[WHAT YOU NEED TO DO]: Only the lines from the one containing "M52,482L66,500L63,502L70,512L59,520L38,493Z" to the end of the data are wanted; print them exactly as they appear.

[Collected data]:
================

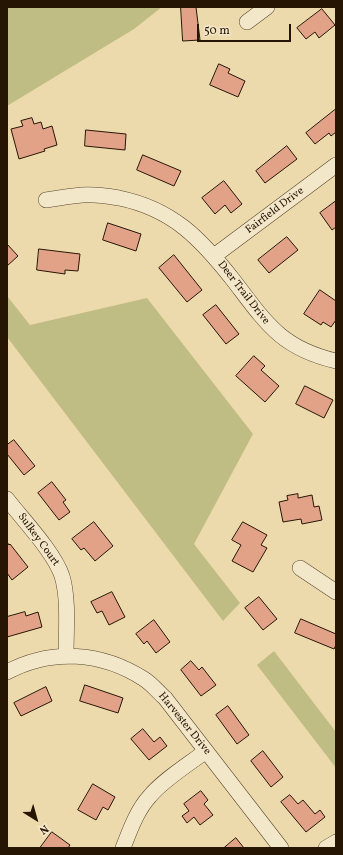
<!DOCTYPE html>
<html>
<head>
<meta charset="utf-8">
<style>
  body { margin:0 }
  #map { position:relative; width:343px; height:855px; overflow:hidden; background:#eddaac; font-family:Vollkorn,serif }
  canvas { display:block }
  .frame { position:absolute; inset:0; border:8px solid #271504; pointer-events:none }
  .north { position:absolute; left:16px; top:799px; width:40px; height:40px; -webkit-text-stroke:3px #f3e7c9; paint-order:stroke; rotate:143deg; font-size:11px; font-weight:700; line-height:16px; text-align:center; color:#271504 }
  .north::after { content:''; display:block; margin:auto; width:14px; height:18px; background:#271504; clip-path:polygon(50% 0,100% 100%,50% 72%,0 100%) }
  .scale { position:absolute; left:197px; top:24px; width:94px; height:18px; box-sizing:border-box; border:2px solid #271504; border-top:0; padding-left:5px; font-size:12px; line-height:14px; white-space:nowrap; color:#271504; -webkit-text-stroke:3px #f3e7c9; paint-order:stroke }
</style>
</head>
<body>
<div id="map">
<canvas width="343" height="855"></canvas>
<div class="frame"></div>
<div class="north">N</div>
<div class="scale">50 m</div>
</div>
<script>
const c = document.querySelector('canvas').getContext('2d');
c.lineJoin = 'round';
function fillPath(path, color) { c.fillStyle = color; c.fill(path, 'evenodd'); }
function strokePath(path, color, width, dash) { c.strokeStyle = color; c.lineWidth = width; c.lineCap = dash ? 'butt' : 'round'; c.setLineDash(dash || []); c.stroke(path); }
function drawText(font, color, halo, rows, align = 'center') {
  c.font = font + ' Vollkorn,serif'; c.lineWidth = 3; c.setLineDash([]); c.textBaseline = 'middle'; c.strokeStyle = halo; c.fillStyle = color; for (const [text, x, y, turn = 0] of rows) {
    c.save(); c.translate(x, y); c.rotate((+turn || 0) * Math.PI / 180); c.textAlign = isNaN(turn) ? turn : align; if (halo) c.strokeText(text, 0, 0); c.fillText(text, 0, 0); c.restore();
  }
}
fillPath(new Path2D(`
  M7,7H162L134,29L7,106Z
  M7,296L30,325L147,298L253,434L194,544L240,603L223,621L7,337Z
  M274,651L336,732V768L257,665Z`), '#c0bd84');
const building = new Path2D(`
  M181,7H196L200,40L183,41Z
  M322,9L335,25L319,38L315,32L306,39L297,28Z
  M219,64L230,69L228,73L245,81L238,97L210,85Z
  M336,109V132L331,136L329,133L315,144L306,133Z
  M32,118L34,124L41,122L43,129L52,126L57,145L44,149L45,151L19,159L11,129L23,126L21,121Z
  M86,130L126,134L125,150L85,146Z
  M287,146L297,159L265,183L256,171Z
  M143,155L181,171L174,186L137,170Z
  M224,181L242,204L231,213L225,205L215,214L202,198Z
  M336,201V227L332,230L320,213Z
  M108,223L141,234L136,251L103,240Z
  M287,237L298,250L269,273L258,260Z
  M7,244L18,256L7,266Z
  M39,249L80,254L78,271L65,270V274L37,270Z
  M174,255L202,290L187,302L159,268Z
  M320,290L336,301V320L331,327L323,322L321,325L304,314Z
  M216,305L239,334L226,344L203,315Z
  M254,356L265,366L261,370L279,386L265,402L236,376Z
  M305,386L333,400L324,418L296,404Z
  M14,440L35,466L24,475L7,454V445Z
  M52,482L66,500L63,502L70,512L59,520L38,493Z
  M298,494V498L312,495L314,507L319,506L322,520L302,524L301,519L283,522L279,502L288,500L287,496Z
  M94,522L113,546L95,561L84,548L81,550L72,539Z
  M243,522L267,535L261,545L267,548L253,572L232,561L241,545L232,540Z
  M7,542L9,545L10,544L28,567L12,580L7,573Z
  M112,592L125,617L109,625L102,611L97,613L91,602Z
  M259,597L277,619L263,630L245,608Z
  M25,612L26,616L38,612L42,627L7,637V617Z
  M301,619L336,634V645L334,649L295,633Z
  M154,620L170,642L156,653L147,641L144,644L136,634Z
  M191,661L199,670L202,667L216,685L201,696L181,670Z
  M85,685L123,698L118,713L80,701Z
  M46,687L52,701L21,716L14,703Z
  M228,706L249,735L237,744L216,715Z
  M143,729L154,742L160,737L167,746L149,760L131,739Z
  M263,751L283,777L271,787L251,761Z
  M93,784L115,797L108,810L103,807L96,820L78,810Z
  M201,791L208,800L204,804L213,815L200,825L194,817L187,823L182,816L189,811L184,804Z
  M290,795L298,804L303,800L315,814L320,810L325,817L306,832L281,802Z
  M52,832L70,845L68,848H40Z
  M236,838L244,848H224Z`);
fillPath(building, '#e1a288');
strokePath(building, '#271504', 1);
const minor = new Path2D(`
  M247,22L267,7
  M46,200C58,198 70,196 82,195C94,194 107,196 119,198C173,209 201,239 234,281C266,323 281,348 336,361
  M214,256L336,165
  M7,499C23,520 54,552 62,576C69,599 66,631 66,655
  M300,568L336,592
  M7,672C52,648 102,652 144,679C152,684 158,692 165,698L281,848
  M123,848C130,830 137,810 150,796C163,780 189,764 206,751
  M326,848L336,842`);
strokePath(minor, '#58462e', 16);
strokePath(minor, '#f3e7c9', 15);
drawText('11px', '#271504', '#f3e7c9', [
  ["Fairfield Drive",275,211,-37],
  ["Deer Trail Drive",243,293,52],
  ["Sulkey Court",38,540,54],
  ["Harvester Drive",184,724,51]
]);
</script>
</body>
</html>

================

[ANSWER SECTION]:
  M52,482L66,500L63,502L70,512L59,520L38,493Z
  M298,494V498L312,495L314,507L319,506L322,520L302,524L301,519L283,522L279,502L288,500L287,496Z
  M94,522L113,546L95,561L84,548L81,550L72,539Z
  M243,522L267,535L261,545L267,548L253,572L232,561L241,545L232,540Z
  M7,542L9,545L10,544L28,567L12,580L7,573Z
  M112,592L125,617L109,625L102,611L97,613L91,602Z
  M259,597L277,619L263,630L245,608Z
  M25,612L26,616L38,612L42,627L7,637V617Z
  M301,619L336,634V645L334,649L295,633Z
  M154,620L170,642L156,653L147,641L144,644L136,634Z
  M191,661L199,670L202,667L216,685L201,696L181,670Z
  M85,685L123,698L118,713L80,701Z
  M46,687L52,701L21,716L14,703Z
  M228,706L249,735L237,744L216,715Z
  M143,729L154,742L160,737L167,746L149,760L131,739Z
  M263,751L283,777L271,787L251,761Z
  M93,784L115,797L108,810L103,807L96,820L78,810Z
  M201,791L208,800L204,804L213,815L200,825L194,817L187,823L182,816L189,811L184,804Z
  M290,795L298,804L303,800L315,814L320,810L325,817L306,832L281,802Z
  M52,832L70,845L68,848H40Z
  M236,838L244,848H224Z`);
fillPath(building, '#e1a288');
strokePath(building, '#271504', 1);
const minor = new Path2D(`
  M247,22L267,7
  M46,200C58,198 70,196 82,195C94,194 107,196 119,198C173,209 201,239 234,281C266,323 281,348 336,361
  M214,256L336,165
  M7,499C23,520 54,552 62,576C69,599 66,631 66,655
  M300,568L336,592
  M7,672C52,648 102,652 144,679C152,684 158,692 165,698L281,848
  M123,848C130,830 137,810 150,796C163,780 189,764 206,751
  M326,848L336,842`);
strokePath(minor, '#58462e', 16);
strokePath(minor, '#f3e7c9', 15);
drawText('11px', '#271504', '#f3e7c9', [
  ["Fairfield Drive",275,211,-37],
  ["Deer Trail Drive",243,293,52],
  ["Sulkey Court",38,540,54],
  ["Harvester Drive",184,724,51]
]);
</script>
</body>
</html>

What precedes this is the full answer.